┌─ Data for the task

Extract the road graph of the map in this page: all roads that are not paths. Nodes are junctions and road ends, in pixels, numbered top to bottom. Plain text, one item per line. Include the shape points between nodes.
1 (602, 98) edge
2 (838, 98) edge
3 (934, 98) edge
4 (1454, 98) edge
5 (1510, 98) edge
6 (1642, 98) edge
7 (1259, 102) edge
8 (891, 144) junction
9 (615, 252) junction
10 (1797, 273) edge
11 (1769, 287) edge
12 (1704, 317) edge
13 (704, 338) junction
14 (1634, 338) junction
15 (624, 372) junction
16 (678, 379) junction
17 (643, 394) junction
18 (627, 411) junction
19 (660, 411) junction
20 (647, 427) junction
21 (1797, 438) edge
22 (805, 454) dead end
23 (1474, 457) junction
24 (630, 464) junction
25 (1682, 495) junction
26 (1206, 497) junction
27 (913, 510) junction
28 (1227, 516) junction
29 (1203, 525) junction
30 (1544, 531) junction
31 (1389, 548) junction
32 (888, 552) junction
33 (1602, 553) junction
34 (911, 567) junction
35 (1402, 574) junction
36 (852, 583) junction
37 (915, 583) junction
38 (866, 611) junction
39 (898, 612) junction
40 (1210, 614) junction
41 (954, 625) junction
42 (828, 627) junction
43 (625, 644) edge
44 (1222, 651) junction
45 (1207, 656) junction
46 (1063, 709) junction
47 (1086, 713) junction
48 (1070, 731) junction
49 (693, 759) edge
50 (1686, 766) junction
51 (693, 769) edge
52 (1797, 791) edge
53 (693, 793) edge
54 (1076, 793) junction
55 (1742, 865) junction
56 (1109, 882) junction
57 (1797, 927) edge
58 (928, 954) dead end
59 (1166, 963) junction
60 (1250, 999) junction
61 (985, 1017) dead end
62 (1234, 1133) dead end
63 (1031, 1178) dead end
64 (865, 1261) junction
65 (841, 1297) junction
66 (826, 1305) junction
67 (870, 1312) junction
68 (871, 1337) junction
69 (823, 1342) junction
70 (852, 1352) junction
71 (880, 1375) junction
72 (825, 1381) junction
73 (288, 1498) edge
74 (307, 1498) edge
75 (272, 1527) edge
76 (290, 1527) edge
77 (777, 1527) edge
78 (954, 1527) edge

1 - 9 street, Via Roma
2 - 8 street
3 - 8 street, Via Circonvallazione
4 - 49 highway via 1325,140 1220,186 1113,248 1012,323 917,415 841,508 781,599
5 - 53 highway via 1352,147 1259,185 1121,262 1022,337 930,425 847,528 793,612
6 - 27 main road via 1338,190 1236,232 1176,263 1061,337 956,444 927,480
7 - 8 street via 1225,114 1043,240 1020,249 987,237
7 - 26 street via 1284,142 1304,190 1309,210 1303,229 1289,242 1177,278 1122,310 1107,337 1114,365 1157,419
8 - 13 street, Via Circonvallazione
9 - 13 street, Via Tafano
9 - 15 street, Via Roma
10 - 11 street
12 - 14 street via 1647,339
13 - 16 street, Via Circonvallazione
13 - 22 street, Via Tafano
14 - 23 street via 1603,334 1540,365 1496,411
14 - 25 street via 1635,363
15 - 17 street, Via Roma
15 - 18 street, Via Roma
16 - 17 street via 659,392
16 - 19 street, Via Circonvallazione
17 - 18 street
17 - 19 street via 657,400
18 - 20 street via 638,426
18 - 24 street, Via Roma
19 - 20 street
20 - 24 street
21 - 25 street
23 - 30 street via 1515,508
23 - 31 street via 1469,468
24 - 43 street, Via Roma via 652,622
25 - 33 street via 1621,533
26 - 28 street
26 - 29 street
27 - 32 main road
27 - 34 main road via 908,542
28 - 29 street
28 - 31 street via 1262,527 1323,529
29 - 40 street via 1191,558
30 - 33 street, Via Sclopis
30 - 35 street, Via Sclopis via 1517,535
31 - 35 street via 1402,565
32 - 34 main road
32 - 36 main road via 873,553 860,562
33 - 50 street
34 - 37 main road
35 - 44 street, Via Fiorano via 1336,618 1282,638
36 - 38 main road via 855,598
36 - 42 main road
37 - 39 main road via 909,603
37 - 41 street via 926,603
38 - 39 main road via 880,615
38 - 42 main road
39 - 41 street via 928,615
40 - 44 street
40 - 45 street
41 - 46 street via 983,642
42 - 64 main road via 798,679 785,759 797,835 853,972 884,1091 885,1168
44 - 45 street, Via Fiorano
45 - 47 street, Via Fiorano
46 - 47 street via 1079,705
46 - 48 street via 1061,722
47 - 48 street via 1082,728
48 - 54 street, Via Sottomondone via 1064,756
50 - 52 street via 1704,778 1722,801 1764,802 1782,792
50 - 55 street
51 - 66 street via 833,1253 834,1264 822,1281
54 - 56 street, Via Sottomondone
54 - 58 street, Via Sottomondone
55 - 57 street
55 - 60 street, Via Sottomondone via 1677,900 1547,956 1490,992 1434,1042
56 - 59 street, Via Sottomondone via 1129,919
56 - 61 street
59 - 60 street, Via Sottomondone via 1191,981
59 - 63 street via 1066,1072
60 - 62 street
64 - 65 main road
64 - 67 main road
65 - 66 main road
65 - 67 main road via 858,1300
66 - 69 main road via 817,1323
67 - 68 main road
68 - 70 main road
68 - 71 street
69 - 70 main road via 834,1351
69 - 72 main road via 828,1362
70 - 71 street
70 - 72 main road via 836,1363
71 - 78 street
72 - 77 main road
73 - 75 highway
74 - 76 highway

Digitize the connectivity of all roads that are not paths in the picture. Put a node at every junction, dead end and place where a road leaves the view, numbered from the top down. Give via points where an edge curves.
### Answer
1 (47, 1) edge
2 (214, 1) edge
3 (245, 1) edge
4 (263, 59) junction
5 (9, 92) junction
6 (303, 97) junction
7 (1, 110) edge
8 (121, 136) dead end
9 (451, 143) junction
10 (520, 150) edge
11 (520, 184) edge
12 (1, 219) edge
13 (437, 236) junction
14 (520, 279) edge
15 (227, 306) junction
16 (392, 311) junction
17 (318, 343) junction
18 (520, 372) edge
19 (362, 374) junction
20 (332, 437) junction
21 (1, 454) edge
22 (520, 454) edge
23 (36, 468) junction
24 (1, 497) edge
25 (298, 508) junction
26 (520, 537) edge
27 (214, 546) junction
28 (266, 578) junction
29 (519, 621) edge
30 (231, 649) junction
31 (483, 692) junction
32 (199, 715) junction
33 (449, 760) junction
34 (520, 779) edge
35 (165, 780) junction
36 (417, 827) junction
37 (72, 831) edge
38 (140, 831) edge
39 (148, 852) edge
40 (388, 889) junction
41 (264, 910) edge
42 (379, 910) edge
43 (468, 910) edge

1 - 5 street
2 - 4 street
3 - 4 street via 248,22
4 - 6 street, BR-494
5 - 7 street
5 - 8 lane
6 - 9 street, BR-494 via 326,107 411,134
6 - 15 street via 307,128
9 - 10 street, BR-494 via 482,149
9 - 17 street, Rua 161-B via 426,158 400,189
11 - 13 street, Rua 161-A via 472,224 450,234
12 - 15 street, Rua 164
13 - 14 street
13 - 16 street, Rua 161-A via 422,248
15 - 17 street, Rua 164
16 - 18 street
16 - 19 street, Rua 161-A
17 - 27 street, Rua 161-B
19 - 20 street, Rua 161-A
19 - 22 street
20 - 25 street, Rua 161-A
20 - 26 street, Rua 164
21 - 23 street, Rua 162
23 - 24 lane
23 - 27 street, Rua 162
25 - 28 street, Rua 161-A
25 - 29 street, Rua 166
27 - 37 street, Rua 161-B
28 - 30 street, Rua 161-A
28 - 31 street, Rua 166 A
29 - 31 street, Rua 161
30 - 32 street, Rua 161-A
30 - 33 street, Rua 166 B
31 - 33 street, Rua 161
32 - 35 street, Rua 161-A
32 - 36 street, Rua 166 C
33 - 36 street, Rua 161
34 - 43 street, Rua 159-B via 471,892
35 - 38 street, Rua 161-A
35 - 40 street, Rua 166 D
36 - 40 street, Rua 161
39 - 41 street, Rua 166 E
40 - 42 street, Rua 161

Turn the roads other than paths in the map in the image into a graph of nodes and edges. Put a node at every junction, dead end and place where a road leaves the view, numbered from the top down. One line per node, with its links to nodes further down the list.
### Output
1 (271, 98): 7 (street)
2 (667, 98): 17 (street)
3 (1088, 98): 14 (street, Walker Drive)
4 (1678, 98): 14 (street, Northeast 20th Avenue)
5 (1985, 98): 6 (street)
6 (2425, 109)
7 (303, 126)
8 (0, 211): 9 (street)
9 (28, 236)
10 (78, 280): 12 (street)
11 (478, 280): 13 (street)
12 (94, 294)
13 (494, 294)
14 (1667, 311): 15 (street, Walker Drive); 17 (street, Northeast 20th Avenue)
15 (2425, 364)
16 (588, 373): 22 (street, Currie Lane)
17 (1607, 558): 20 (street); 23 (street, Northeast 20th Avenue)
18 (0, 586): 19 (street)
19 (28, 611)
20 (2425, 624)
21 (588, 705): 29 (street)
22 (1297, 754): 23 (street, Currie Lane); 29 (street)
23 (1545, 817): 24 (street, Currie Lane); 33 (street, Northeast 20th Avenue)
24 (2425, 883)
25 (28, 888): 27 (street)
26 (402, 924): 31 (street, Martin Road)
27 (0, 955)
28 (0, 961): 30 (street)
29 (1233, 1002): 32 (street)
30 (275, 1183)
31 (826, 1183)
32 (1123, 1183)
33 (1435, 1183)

└─

Retrieve each line from the records above where the word "Sottomondone" occurs.

48 - 54 street, Via Sottomondone via 1064,756
54 - 56 street, Via Sottomondone
54 - 58 street, Via Sottomondone
55 - 60 street, Via Sottomondone via 1677,900 1547,956 1490,992 1434,1042
56 - 59 street, Via Sottomondone via 1129,919
59 - 60 street, Via Sottomondone via 1191,981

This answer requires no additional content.